**Aim of the task:** Using the records below, output the stretch that opens with the line containing "ctx.lineCap = dash ? 'butt' : 'round';" and closes with the line containing "M1201 581C1233 591 1259 592 1292 585", exactly and including both lines, with nothing more.

**Input for this task:**
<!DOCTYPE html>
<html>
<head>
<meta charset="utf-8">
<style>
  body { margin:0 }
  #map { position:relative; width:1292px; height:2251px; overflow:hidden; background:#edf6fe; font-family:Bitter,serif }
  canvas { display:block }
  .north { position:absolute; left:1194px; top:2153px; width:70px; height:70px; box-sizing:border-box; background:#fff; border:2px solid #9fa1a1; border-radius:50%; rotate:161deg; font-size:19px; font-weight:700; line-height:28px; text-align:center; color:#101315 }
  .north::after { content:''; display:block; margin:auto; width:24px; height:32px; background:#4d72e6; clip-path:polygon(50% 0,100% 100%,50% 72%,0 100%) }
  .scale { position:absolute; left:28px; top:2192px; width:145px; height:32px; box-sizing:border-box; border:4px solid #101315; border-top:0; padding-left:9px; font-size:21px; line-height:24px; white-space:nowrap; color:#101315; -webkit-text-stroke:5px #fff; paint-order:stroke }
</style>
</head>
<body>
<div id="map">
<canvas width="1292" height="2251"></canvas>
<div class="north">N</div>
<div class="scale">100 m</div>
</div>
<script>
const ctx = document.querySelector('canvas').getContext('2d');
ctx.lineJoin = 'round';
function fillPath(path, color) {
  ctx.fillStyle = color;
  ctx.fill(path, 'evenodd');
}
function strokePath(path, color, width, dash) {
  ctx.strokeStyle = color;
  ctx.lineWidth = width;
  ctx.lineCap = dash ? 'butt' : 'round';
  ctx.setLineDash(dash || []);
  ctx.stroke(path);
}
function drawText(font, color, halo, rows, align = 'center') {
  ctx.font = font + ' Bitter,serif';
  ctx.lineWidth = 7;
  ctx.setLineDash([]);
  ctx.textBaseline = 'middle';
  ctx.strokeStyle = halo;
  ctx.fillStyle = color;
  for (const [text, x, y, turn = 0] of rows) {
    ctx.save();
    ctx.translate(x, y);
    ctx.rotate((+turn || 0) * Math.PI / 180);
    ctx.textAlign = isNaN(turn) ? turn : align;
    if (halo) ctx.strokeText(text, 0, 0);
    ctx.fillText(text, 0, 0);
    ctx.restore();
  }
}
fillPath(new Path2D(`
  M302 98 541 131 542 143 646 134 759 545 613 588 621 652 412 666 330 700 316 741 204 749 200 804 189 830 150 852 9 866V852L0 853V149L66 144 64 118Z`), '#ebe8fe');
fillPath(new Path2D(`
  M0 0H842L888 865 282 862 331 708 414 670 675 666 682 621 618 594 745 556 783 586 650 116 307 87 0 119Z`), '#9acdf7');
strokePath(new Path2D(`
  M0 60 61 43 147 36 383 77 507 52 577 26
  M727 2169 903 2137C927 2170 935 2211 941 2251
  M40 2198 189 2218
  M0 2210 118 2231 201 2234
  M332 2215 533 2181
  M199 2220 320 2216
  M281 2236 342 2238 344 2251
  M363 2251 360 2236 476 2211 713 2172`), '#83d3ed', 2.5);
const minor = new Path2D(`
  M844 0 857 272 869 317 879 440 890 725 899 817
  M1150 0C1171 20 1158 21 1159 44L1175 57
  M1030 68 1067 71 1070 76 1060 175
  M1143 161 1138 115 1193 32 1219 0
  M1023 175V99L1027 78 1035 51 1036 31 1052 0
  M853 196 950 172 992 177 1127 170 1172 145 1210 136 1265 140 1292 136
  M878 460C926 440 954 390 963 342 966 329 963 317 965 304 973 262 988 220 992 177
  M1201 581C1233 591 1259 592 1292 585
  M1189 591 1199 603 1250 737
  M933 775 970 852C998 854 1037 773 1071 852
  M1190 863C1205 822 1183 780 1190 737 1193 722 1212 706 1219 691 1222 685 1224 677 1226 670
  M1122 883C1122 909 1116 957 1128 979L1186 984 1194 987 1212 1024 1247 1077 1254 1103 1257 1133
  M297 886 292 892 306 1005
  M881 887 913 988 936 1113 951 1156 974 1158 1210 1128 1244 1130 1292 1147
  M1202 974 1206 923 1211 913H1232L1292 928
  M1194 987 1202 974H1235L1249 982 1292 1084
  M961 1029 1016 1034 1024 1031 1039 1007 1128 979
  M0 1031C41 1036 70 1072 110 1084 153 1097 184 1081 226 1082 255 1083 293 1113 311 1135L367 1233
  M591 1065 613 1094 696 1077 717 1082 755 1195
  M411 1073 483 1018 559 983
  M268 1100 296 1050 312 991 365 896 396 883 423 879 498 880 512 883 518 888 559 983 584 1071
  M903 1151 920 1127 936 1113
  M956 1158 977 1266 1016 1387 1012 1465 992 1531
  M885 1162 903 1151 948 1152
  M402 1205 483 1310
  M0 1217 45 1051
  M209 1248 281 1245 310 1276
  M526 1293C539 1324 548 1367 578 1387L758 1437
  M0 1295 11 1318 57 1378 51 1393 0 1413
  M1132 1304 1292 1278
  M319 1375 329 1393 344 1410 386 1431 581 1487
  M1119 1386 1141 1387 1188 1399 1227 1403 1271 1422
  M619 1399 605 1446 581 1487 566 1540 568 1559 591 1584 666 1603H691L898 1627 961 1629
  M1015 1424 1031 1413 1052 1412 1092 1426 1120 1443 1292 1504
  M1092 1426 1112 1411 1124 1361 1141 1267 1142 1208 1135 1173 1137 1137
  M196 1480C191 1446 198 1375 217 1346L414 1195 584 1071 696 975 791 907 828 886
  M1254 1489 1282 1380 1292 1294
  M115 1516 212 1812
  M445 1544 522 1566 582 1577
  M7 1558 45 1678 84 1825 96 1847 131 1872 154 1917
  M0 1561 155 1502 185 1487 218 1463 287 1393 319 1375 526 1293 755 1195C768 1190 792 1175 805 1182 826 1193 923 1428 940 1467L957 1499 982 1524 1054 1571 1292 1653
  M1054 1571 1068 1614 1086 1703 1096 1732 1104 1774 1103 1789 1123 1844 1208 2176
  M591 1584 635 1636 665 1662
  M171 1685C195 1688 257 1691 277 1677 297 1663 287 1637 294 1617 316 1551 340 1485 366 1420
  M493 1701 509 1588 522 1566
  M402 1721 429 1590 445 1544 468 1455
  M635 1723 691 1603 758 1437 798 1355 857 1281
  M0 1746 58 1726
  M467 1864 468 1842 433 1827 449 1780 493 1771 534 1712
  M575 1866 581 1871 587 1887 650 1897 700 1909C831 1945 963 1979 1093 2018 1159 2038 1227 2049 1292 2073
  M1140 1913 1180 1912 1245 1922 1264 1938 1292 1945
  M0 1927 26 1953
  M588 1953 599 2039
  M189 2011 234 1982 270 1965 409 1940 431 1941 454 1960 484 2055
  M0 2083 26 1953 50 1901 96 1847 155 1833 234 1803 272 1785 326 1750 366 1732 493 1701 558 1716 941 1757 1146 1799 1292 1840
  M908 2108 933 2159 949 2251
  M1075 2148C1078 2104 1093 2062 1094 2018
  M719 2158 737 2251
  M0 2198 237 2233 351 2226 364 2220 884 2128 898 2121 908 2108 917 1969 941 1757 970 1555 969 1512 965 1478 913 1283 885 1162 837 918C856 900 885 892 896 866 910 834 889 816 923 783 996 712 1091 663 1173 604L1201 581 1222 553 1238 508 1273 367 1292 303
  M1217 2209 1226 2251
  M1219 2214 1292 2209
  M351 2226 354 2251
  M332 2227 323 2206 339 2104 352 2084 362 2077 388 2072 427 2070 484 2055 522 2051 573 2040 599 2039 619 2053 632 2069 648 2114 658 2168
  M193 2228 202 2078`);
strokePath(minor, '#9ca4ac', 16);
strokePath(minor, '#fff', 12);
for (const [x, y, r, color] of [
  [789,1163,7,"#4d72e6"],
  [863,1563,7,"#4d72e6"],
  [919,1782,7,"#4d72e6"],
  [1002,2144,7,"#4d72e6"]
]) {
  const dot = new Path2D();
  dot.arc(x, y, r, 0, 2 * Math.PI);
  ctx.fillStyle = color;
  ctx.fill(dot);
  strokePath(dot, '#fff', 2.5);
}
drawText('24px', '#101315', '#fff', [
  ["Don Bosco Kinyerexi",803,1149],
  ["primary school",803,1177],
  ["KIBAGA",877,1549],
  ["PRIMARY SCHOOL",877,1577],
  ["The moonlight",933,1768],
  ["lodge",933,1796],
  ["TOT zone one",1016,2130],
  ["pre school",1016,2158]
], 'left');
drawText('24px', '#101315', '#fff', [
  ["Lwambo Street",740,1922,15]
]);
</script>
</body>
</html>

**Exercise output:**
  ctx.lineCap = dash ? 'butt' : 'round';
  ctx.setLineDash(dash || []);
  ctx.stroke(path);
}
function drawText(font, color, halo, rows, align = 'center') {
  ctx.font = font + ' Bitter,serif';
  ctx.lineWidth = 7;
  ctx.setLineDash([]);
  ctx.textBaseline = 'middle';
  ctx.strokeStyle = halo;
  ctx.fillStyle = color;
  for (const [text, x, y, turn = 0] of rows) {
    ctx.save();
    ctx.translate(x, y);
    ctx.rotate((+turn || 0) * Math.PI / 180);
    ctx.textAlign = isNaN(turn) ? turn : align;
    if (halo) ctx.strokeText(text, 0, 0);
    ctx.fillText(text, 0, 0);
    ctx.restore();
  }
}
fillPath(new Path2D(`
  M302 98 541 131 542 143 646 134 759 545 613 588 621 652 412 666 330 700 316 741 204 749 200 804 189 830 150 852 9 866V852L0 853V149L66 144 64 118Z`), '#ebe8fe');
fillPath(new Path2D(`
  M0 0H842L888 865 282 862 331 708 414 670 675 666 682 621 618 594 745 556 783 586 650 116 307 87 0 119Z`), '#9acdf7');
strokePath(new Path2D(`
  M0 60 61 43 147 36 383 77 507 52 577 26
  M727 2169 903 2137C927 2170 935 2211 941 2251
  M40 2198 189 2218
  M0 2210 118 2231 201 2234
  M332 2215 533 2181
  M199 2220 320 2216
  M281 2236 342 2238 344 2251
  M363 2251 360 2236 476 2211 713 2172`), '#83d3ed', 2.5);
const minor = new Path2D(`
  M844 0 857 272 869 317 879 440 890 725 899 817
  M1150 0C1171 20 1158 21 1159 44L1175 57
  M1030 68 1067 71 1070 76 1060 175
  M1143 161 1138 115 1193 32 1219 0
  M1023 175V99L1027 78 1035 51 1036 31 1052 0
  M853 196 950 172 992 177 1127 170 1172 145 1210 136 1265 140 1292 136
  M878 460C926 440 954 390 963 342 966 329 963 317 965 304 973 262 988 220 992 177
  M1201 581C1233 591 1259 592 1292 585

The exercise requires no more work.